(Corrects to change "competition rules" to "consumer rules" in
headline and first paragraph, corrects first date in paragraph
two to May 2015 from May 2014)
LONDON, Sept 20 European pay-TV group Sky
may have violated consumer rules by making it too
difficult for customers to cancel or switch providers, Britain's
communications regulator said on Tuesday, potentially putting
the broadcaster in line for a major fine.
Ofcom said there were "reasonable grounds" to believe Sky
broke the rules between May 2015 and July 2015 on its landline
and broadband services, where the company is fighting with
rivals TalkTalk, Virgin Media and market
leader BT for subscribers.
In a sign of the fierce competition within the sector, Ofcom
has fined mobile operator EE 1 million pounds ($1.3 million) for
failing to handle customer complaints properly and has locked
horns with Vodafone over its methods for handling
Sky, which according to Ofcom is Britain's second-largest
broadband provider with 24 percent market share, could face a
fine of up to 10 percent of its turnover in the affected
services over the period under investigation.
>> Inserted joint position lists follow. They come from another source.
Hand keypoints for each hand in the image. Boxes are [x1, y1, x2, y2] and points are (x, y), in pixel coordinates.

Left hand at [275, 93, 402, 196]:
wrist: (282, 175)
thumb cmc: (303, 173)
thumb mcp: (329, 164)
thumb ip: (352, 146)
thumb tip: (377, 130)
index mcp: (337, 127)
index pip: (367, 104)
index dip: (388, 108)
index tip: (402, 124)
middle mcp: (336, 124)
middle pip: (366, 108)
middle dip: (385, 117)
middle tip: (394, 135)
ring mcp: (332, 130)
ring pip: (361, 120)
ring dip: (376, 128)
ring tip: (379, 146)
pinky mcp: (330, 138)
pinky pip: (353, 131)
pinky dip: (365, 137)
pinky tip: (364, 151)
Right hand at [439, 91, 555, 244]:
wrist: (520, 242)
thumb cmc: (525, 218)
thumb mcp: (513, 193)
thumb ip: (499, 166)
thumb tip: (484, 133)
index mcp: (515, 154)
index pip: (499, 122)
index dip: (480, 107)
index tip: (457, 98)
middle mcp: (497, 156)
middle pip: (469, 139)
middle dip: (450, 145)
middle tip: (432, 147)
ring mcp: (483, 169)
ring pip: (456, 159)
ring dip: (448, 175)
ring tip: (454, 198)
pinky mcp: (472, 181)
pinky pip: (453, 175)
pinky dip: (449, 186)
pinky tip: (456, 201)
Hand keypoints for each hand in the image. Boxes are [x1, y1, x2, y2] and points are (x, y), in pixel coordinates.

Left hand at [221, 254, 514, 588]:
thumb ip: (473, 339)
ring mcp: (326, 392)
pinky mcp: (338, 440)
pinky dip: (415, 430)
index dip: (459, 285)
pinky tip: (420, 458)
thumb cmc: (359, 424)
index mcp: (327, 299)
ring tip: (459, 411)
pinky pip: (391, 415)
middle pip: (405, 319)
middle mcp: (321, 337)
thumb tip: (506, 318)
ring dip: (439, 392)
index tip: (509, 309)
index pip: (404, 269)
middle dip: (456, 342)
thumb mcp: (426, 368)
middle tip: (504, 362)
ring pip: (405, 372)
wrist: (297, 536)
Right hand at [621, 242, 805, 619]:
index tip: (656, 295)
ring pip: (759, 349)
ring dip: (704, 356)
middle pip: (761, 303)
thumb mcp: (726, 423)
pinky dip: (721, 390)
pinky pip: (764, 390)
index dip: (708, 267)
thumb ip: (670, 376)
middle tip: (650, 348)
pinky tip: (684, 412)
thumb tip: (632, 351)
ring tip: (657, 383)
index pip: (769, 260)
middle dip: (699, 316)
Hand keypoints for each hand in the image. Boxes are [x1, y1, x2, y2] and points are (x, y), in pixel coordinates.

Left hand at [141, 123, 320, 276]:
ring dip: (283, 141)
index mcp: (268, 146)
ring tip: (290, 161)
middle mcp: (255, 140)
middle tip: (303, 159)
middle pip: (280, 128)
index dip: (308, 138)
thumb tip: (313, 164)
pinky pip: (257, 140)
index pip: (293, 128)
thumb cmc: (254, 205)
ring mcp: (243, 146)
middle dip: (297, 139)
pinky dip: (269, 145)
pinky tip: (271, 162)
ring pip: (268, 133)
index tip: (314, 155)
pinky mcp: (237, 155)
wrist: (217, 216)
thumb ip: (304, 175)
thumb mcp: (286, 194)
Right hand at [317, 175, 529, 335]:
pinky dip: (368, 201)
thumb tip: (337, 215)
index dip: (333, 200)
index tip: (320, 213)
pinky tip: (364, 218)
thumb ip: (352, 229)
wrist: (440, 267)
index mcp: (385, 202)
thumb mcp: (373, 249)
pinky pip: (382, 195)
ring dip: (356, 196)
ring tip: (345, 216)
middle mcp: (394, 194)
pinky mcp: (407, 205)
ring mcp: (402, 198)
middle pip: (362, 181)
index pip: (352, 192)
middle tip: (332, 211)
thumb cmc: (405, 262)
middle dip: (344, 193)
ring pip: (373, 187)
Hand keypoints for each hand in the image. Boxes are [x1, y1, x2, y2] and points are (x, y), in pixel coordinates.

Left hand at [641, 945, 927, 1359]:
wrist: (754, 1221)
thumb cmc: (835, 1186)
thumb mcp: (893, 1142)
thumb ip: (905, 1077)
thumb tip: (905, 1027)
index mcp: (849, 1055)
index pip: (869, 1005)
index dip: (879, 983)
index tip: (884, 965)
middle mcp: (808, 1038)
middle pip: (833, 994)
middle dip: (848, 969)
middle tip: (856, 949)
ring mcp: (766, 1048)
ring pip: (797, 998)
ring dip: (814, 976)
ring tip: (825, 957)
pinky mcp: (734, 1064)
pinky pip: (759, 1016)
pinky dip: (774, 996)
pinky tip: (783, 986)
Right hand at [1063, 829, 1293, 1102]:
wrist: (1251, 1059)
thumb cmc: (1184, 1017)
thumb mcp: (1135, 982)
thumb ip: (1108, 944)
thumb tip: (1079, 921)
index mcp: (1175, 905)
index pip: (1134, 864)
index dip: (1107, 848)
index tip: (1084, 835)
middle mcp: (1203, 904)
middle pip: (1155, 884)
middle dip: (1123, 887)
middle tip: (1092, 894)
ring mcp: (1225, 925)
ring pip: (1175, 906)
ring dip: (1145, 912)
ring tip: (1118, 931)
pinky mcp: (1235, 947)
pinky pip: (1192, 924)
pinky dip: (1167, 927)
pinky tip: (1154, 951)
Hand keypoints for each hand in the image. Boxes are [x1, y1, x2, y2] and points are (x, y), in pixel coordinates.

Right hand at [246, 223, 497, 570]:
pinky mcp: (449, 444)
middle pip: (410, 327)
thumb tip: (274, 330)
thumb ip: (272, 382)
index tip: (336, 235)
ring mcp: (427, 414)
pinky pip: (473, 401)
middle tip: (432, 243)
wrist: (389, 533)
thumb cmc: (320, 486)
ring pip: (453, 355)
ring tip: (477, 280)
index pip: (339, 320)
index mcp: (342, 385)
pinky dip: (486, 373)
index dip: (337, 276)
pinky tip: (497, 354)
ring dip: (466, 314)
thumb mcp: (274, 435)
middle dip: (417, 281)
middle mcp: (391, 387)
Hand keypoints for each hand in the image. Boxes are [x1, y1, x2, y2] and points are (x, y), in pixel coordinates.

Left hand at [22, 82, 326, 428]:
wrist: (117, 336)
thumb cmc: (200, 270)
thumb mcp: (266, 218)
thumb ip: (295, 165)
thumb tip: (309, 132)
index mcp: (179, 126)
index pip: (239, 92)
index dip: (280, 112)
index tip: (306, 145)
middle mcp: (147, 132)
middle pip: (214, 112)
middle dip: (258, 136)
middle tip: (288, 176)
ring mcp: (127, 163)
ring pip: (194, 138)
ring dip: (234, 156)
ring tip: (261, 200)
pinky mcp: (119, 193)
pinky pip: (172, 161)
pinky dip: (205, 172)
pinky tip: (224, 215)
Sky, 39-percent owned by Rupert Murdoch's Twenty-First
Century Fox, said it was "very disappointed" by the
decision and would review the findings before responding.
"We are incredibly proud to have the highest customer
satisfaction levels in the industry, as ranked in the last Ofcom
customer service report," a spokesman said.
"We have worked with Ofcom openly and constructively
throughout their investigation so are very disappointed with
this provisional decision."
Sky has a month to make a written response.
Ofcom also said it would not take any action in a separate
probe into whether Sky broke competition rules on terminating
contracts within a two-week cooling-off period given to clients
after they sign up.
Both investigations were opened last year after customers
complained to Ofcom.
Known for splashing out billions of pounds on broadcast
rights to big-league sports, Sky has 22 million paying customers
in Britain, Ireland, Germany, Austria and Italy.